There was an outburst of groans and swearing. To the fascination of Colin and Sean, and the dismay of everyone else, more snow had fallen in the past month than this latitude of the Antarctic normally got in five years. The reason, Colin believed, was that warm, moist air was being drawn towards the Pole too rapidly to permit it to drop its precipitation out over the ocean. The Antarctic desert was turning into the equivalent of a rain-coast.

Steve raised his hand. “Tim, how solid is the new Shelf? Any big gaps or soft spots?”

“Not that I could find.” He turned to the map of Antarctica on the wall of the lounge and pointed to the Ross Sea. “Uh, we’re right about here, just where the old Shelf ended. The new Shelf must run way beyond, maybe all the way to 55° — the Antarctic Convergence. Will says the temperature gradient rises so fast north of there that you couldn’t keep the ice welded together. At least not until you had a few years to cool the ocean down. I don’t know if I’ll go along with him, but he says New Zealand could start seeing winter pack ice around South Island by 1995.”

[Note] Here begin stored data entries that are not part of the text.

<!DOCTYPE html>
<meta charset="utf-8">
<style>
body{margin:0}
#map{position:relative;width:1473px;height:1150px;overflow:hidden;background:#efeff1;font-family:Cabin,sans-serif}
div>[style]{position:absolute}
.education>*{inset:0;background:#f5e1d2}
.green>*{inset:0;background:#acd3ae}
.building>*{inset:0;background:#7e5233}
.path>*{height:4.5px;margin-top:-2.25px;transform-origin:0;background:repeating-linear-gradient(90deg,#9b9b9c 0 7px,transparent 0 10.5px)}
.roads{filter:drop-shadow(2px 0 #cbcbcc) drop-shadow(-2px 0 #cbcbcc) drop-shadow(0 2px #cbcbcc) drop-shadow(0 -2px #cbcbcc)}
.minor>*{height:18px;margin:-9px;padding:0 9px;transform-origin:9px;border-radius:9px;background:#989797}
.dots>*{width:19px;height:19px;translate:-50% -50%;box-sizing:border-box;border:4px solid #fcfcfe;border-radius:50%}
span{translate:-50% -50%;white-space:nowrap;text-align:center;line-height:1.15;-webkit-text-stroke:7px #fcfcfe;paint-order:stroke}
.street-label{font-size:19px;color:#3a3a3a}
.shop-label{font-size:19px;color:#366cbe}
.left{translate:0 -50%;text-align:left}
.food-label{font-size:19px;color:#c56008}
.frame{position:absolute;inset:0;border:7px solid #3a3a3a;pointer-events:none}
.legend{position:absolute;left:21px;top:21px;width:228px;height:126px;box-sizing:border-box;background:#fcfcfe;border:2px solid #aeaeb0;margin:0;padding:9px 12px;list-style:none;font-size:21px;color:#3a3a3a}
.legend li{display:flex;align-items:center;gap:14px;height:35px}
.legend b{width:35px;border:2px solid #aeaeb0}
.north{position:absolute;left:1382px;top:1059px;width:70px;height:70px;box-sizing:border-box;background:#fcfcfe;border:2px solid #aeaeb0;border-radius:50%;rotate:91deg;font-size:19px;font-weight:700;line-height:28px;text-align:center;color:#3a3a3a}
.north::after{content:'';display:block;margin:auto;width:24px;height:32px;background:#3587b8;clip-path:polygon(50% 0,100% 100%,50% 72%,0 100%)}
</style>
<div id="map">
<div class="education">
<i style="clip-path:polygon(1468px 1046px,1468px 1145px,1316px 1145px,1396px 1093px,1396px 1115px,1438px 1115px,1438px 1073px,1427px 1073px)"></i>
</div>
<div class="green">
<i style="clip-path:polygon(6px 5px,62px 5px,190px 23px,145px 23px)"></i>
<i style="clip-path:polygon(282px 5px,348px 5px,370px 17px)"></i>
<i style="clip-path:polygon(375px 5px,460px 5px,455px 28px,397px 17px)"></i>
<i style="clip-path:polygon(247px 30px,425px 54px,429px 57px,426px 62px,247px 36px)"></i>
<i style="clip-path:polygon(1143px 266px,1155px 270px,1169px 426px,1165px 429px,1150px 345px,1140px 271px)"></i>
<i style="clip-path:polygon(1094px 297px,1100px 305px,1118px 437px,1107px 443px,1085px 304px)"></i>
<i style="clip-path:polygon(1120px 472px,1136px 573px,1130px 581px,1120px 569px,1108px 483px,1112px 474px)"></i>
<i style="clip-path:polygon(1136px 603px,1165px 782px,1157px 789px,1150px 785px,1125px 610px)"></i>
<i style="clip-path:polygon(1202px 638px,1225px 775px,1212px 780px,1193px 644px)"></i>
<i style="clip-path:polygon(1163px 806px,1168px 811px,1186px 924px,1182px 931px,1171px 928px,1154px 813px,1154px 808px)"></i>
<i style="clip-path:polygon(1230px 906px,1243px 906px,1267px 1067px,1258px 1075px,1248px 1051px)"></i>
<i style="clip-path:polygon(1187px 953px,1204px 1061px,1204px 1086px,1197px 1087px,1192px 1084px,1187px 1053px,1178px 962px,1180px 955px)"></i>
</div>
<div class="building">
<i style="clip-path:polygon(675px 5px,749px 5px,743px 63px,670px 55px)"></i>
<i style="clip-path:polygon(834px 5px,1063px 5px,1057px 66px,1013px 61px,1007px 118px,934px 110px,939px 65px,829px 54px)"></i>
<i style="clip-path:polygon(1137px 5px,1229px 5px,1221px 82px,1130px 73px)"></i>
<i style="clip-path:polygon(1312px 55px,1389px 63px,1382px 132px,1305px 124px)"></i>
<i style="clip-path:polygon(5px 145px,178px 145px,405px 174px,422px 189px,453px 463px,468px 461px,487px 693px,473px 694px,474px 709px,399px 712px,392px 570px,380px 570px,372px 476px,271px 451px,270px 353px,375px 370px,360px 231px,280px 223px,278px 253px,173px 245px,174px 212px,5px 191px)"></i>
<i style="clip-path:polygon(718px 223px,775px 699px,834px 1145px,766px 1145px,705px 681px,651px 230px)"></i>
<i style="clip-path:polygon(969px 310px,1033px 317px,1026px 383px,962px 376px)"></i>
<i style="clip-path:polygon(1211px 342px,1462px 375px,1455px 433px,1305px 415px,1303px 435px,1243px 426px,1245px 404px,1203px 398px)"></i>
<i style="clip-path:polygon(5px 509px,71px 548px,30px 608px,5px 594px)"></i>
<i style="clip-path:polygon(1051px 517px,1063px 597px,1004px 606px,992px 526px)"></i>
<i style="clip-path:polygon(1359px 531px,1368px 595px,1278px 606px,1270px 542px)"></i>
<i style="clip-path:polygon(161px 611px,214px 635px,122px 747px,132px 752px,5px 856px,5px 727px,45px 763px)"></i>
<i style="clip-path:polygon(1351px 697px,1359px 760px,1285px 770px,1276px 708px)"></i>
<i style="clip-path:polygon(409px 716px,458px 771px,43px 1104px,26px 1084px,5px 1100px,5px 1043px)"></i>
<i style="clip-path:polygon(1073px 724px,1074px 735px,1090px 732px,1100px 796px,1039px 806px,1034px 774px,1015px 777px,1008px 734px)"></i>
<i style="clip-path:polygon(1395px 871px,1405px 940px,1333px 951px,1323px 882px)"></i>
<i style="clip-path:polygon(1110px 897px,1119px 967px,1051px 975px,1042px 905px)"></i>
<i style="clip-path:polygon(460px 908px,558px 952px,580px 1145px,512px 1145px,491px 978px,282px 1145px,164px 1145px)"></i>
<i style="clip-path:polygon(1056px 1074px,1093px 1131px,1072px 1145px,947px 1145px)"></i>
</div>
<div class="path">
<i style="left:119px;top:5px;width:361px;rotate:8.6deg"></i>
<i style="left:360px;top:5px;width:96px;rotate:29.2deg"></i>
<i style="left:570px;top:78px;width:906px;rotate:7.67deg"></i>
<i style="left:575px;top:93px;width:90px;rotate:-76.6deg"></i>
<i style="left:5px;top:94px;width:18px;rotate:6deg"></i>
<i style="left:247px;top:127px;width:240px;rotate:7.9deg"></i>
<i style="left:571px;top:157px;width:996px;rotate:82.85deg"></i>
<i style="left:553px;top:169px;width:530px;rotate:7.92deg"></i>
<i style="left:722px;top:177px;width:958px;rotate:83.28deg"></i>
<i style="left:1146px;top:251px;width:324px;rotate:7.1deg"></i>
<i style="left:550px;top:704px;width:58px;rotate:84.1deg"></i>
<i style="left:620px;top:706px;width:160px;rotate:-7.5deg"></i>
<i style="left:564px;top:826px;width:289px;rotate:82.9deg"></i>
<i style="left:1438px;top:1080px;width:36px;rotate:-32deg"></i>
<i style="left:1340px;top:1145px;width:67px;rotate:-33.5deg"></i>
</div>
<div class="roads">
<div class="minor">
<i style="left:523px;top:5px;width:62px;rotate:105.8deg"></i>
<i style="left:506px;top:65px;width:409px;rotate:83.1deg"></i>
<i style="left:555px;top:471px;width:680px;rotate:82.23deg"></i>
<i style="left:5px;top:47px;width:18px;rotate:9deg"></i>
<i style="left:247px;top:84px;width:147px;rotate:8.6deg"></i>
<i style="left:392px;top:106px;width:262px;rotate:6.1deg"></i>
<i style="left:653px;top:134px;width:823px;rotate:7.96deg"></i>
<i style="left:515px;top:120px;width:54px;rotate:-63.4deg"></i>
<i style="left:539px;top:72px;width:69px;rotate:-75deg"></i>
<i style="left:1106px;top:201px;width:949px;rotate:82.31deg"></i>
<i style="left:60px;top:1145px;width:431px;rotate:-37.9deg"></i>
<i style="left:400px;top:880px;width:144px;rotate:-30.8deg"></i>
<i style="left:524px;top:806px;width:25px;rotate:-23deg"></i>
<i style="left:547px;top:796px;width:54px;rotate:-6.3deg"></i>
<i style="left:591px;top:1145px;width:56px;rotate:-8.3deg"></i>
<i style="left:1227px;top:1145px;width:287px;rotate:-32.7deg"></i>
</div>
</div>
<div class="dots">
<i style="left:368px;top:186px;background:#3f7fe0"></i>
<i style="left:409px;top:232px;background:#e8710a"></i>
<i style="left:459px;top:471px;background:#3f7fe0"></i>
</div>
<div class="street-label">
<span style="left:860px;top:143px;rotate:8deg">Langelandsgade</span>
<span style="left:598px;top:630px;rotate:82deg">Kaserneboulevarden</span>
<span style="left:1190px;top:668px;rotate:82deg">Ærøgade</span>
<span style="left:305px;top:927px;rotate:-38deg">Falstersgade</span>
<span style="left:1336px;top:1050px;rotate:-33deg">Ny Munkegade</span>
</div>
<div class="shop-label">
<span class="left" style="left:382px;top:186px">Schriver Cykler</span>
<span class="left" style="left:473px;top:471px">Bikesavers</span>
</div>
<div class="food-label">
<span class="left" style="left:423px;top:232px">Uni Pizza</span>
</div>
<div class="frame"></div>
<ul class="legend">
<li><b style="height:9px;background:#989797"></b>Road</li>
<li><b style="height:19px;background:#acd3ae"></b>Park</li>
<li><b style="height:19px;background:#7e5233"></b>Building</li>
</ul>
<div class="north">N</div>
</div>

“Serve the bloody Kiwis right,” Gordon Ellerslee laughed, but no one joined him.

Carter cleared his throat. “Well, we’ll see. Anything else to add, Tim? No? All right, thanks very much. Anything else, anybody?”

“One small thing,” Max Wilhelm said. “We’re almost due Grid West of Ross Island now, and whenever the wind blows from there we still get a great deal of volcanic ash. It looks as if Erebus is still at it.”

“Mm-hm. And on that cheery note, I think we’ll adjourn.”

“Monopoly? Monopoly?” Kyril asked; Yevgeni nodded eagerly.

“Okay,” said Gordon. “I’ll take you Communist bastards on and teach you how it’s really played.”

“You’ll be sorree,” Howie warned. The Russians had taken to the game at once; they consistently beat everyone else before turning on each other with a merry ruthlessness that vindicated Marx and Lenin. Tonight, as Cordon soon learned, was no exception.

* * *

Al Neal went down Tunnel D to the hangar next morning. The blizzard had arrived during the night and was gusting up to two hundred and twenty k.p.h.; wind moaned in the ventilators, and the air was full of fine snow that got in somehow and hung in the huts and tunnels like grain dust.

Gordon and Howie were playing cribbage in the machine shop while Tom Vernon methodically took apart one of the Sno-Cats’ engines. They greeted Al with casual nods.

“What’s new, Papa Al?” Howie asked.

“Nothing much, just wandered up to look over the plane.”

“Goin’ somewhere?” Gordon grunted.

“Nope. See you guys.” Al went into the hangar and made his way to the Otter. Laputa had drifted almost 90° counter-clockwise since passing over the Ridge, and the hangar doors now faced Grid East; they were solidly drifted over, but each gust still struck them like a battering ram. Al wrinkled his nose at the stink of diesel fuel and JP4. The ice floor of the hangar was soaked with it, the result of dozens of minor spills over the months, and it worried him.

He stepped up the ladder into the cabin and went forward to the flight compartment. Settling into his seat, he turned on the instrument panels. Everything read normal. All the fuel tanks were full, and the engines were being kept warm on current drawn from the reactor. The Otter could fly on a moment’s notice.